君の名は。のかなり悪いオヤジのレビュー・感想・評価

君の名は。(2016年製作の映画)
3.0
『秒速5センチメートル』で新海監督の名前を知った私は、絵がきれいな割にはストーリーが空っぽな内容に愕然とした記憶があるのだが、本長編アニメにはちゃんとしたオチまでついているのでご安心を。

『ディープ・インパクト』な彗星が地球へ大接近中、突如として男女の中味が入れ替わり2人が恋におちる下りは『転校生』。なぜか数日たつと元通り、入れ替り時の記憶さえ『私の頭の中の消しゴム』状態に。けっして巡り会えない2人のすれちがいは『君の名は』というより『イルマーレ』的だ。
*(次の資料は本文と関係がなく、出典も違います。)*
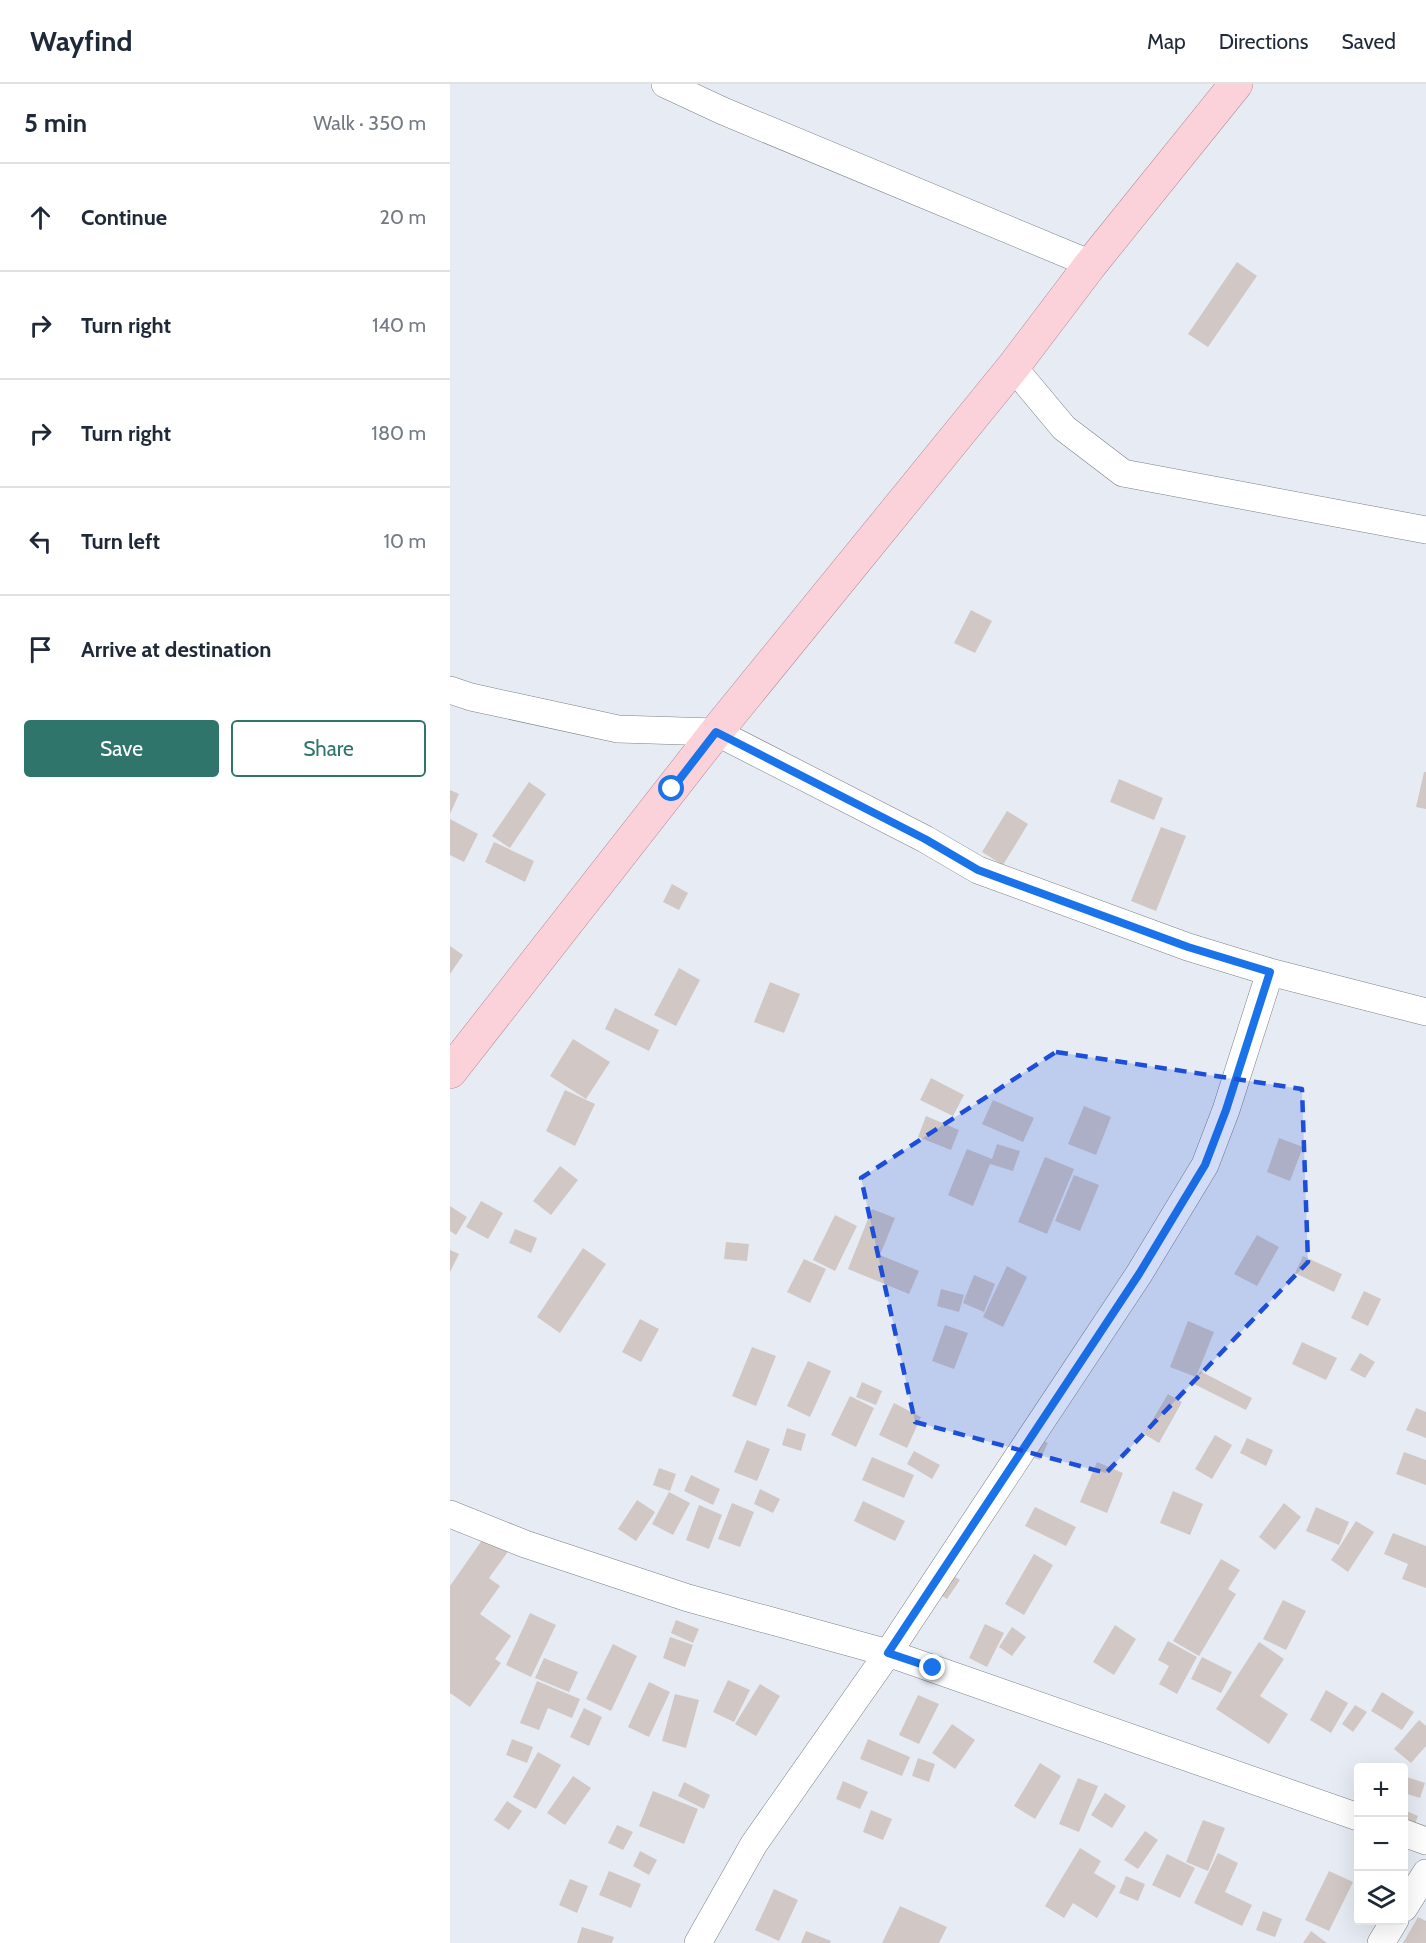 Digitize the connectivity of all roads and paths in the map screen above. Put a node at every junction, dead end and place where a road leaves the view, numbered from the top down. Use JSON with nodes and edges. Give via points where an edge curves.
{"nodes":[{"id":1,"x":664,"y":84,"type":"edge"},
{"id":2,"x":1236,"y":84,"type":"edge"},
{"id":3,"x":1091,"y":264,"type":"junction"},
{"id":4,"x":1014,"y":367,"type":"junction"},
{"id":5,"x":1426,"y":530,"type":"edge"},
{"id":6,"x":450,"y":690,"type":"edge"},
{"id":7,"x":716,"y":732,"type":"junction"},
{"id":8,"x":1270,"y":972,"type":"junction"},
{"id":9,"x":1426,"y":1012,"type":"edge"},
{"id":10,"x":450,"y":1072,"type":"edge"},
{"id":11,"x":450,"y":1514,"type":"edge"},
{"id":12,"x":888,"y":1653,"type":"junction"},
{"id":13,"x":1354,"y":1815,"type":"edge"},
{"id":14,"x":1408,"y":1834,"type":"edge"},
{"id":15,"x":1426,"y":1841,"type":"edge"},
{"id":16,"x":1426,"y":1873,"type":"edge"},
{"id":17,"x":1408,"y":1902,"type":"edge"},
{"id":18,"x":1392,"y":1925,"type":"edge"},
{"id":19,"x":698,"y":1943,"type":"edge"},
{"id":20,"x":1381,"y":1943,"type":"edge"}],
"edges":[{"from":1,"to":3,"type":"street"},
{"from":2,"to":3,"type":"main road"},
{"from":3,"to":4,"type":"main road"},
{"from":4,"to":5,"type":"street","via":[[1064,428],[1123,473]]},
{"from":4,"to":7,"type":"main road"},
{"from":6,"to":7,"type":"street","via":[[618,729]]},
{"from":7,"to":8,"type":"street","via":[[978,870],[1188,947]]},
{"from":7,"to":10,"type":"main road"},
{"from":8,"to":9,"type":"street"},
{"from":8,"to":12,"type":"street","via":[[1205,1165],[1139,1274]]},
{"from":11,"to":12,"type":"street","via":[[525,1544],[688,1598]]},
{"from":12,"to":13,"type":"street"},
{"from":12,"to":19,"type":"street","via":[[754,1844]]},
{"from":14,"to":15,"type":"street"},
{"from":16,"to":17,"type":"street"},
{"from":18,"to":20,"type":"street"}]} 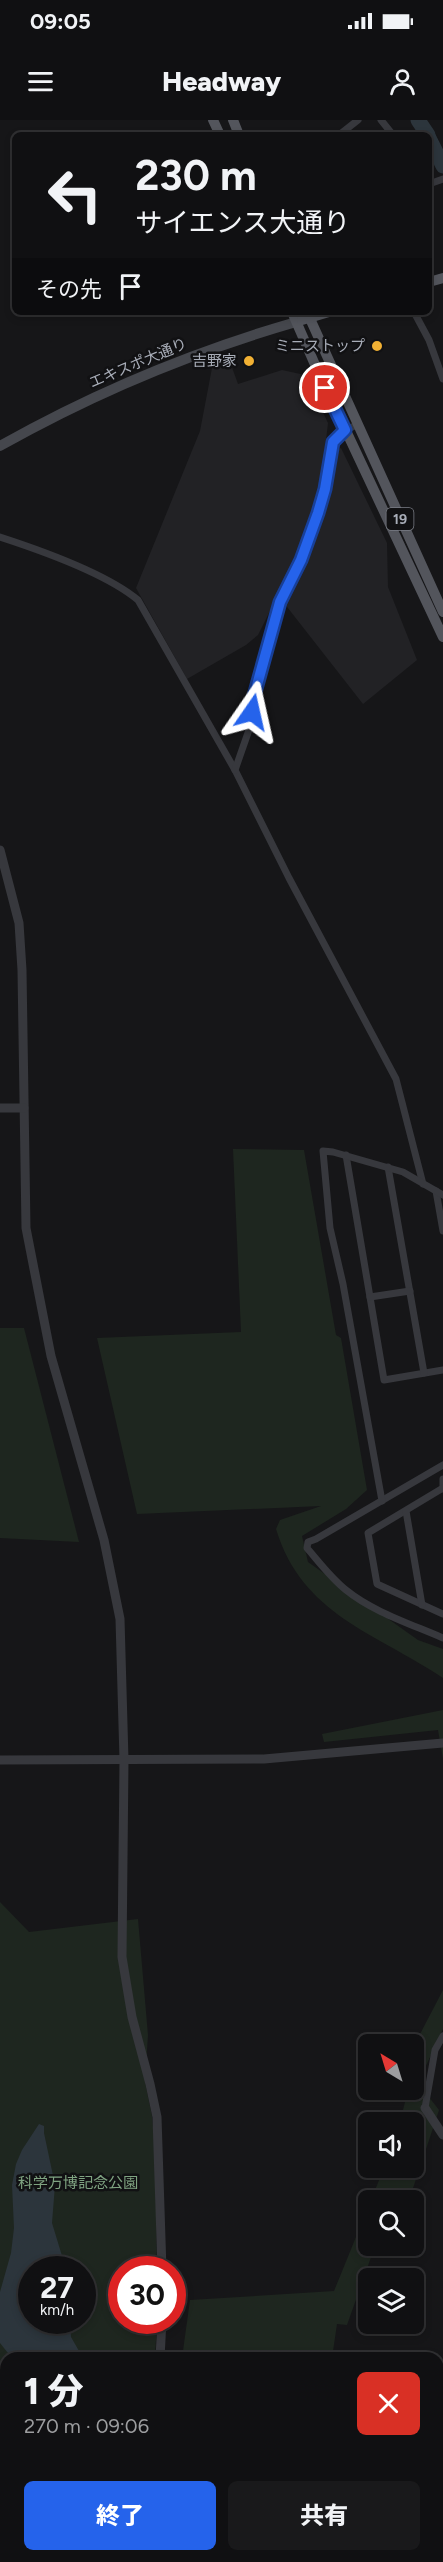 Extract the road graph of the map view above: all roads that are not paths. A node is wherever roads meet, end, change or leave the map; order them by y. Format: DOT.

この程度のパクリなど、リメイクやオマージュと称して今やどこの国の監督でもやっていることなのでとやかくいうつもりはないが、クリエイターの生命線ともいえる絵コンテの盗用疑惑はちとまずい。

J.J.エイブラムス製作によるハリウッドでの実写化が決まったからといって不倫などして浮かれてばかりはいられない。著作権関係はキッチリ詰めてくるハリウッドからよもや違約金など請求されないよう、今のうちに脇を固めておいた方がいいだろう。

『シンゴジラ』の庵野秀明もそうだが、日本のオタク系アニメクリエーターの描く登場人物にはどうも親近感がわいてこない。薄っぺらな表層だけがLineでつながっているような人間関係はリアルではあるが、映画的ではないのだ。
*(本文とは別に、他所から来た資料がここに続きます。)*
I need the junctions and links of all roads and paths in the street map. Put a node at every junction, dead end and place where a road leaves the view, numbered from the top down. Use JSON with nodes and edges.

ヒロイン三葉や奥寺先輩の胸チラやパンチラを散りばめ、オタク君の票田を狙った演出はありだとしても、そもそも三葉とタキ君がどういう性格の高校生なのか説明できる人は皆無に近いだろう。心象風景にはそれなりの配慮が感じられたが、肝心の登場人物の掘り下げ不足感はいかんともしがたい。
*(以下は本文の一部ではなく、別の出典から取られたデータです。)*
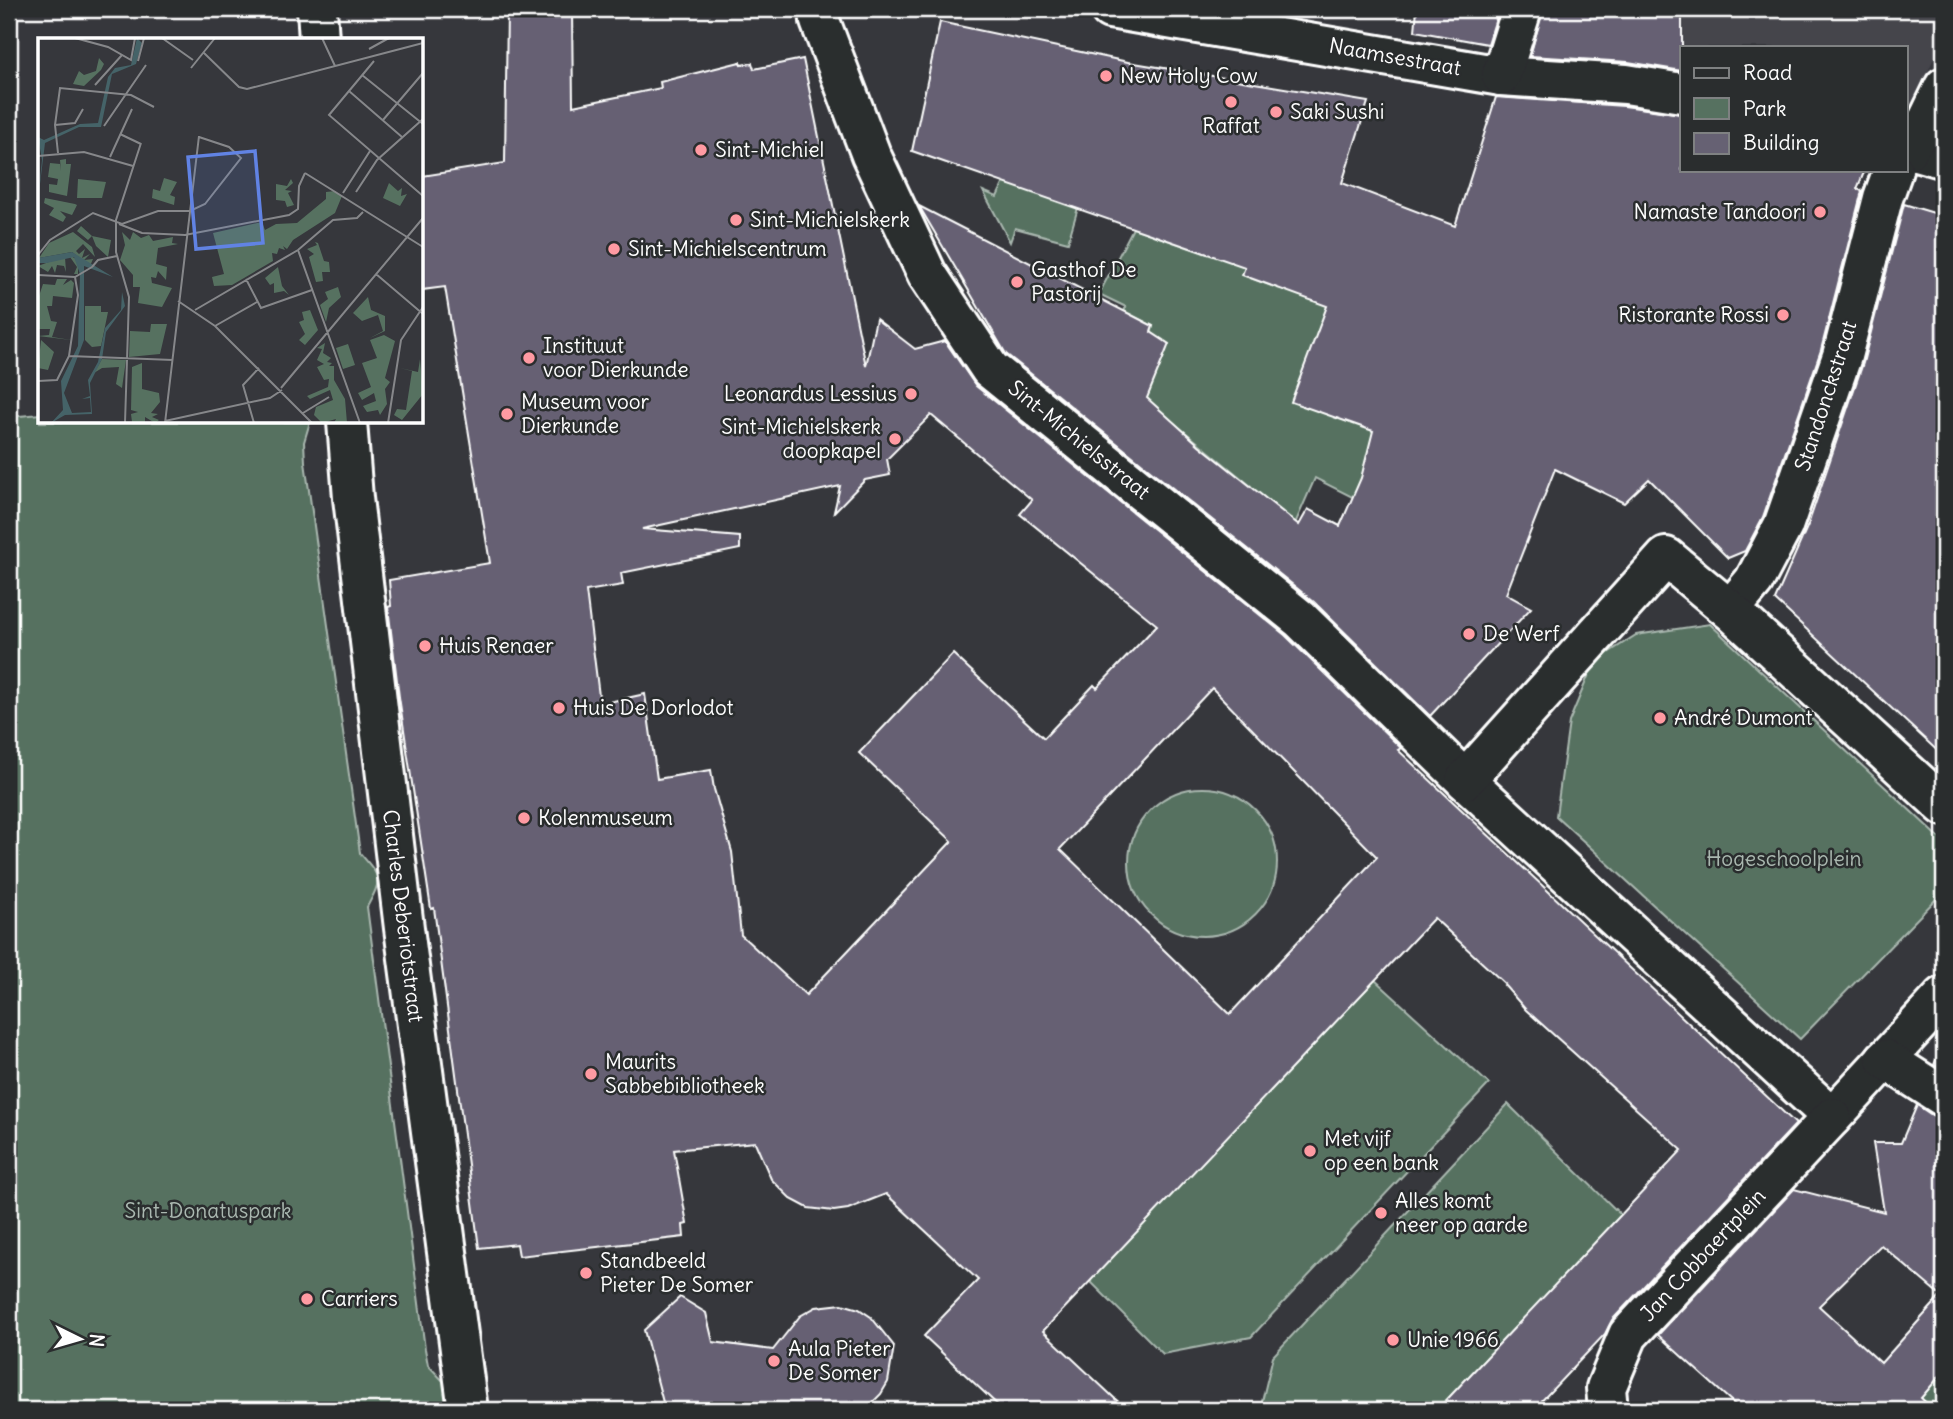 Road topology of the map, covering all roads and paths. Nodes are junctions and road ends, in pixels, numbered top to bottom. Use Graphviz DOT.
graph roads {
  1 [pos="317,9"];
  2 [pos="820,9"];
  3 [pos="1110,9"];
  4 [pos="1522,9"];
  5 [pos="319,38"];
  6 [pos="1500,75"];
  7 [pos="1944,87"];
  8 [pos="1680,93"];
  9 [pos="1908,148"];
  10 [pos="1908,155"];
  11 [pos="1944,159"];
  12 [pos="1895,172"];
  13 [pos="347,424"];
  14 [pos="1730,610"];
  15 [pos="1465,780"];
  16 [pos="1944,806"];
  17 [pos="1944,996"];
  18 [pos="1885,1059"];
  19 [pos="1944,1097"];
  20 [pos="1832,1116"];
  21 [pos="468,1410"];
  22 [pos="1608,1410"];
  1 -- 5 [label="street"];
  2 -- 15 [label="street, Sint-Michielsstraat"];
  3 -- 6 [label="street, Naamsestraat"];
  4 -- 6 [label="street"];
  6 -- 8 [label="street, Naamsestraat"];
  7 -- 9 [label="street, Standonckstraat"];
  10 -- 11 [label="street"];
  12 -- 14 [label="street, Standonckstraat"];
  13 -- 21 [label="street, Charles Deberiotstraat"];
  14 -- 15 [label="street"];
  14 -- 16 [label="street"];
  15 -- 20 [label="street"];
  17 -- 18 [label="street"];
  18 -- 19 [label="street"];
  18 -- 20 [label="street"];
  20 -- 22 [label="street, Jan Cobbaertplein"];
}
評論家岡田某が『ウソはひとつだけじゃないとハリウッドでは子供映画としてみなされる』とか語っていたが、男女の入れ替わりを含め、彗星軌道のウソ、若年性アルツハイマーやタイムスリップの要因、なぜ未来を変えられたのかについてもはっきりしない本作なのに、『実写も当たる』などとなぜ言い切れるのだろうか。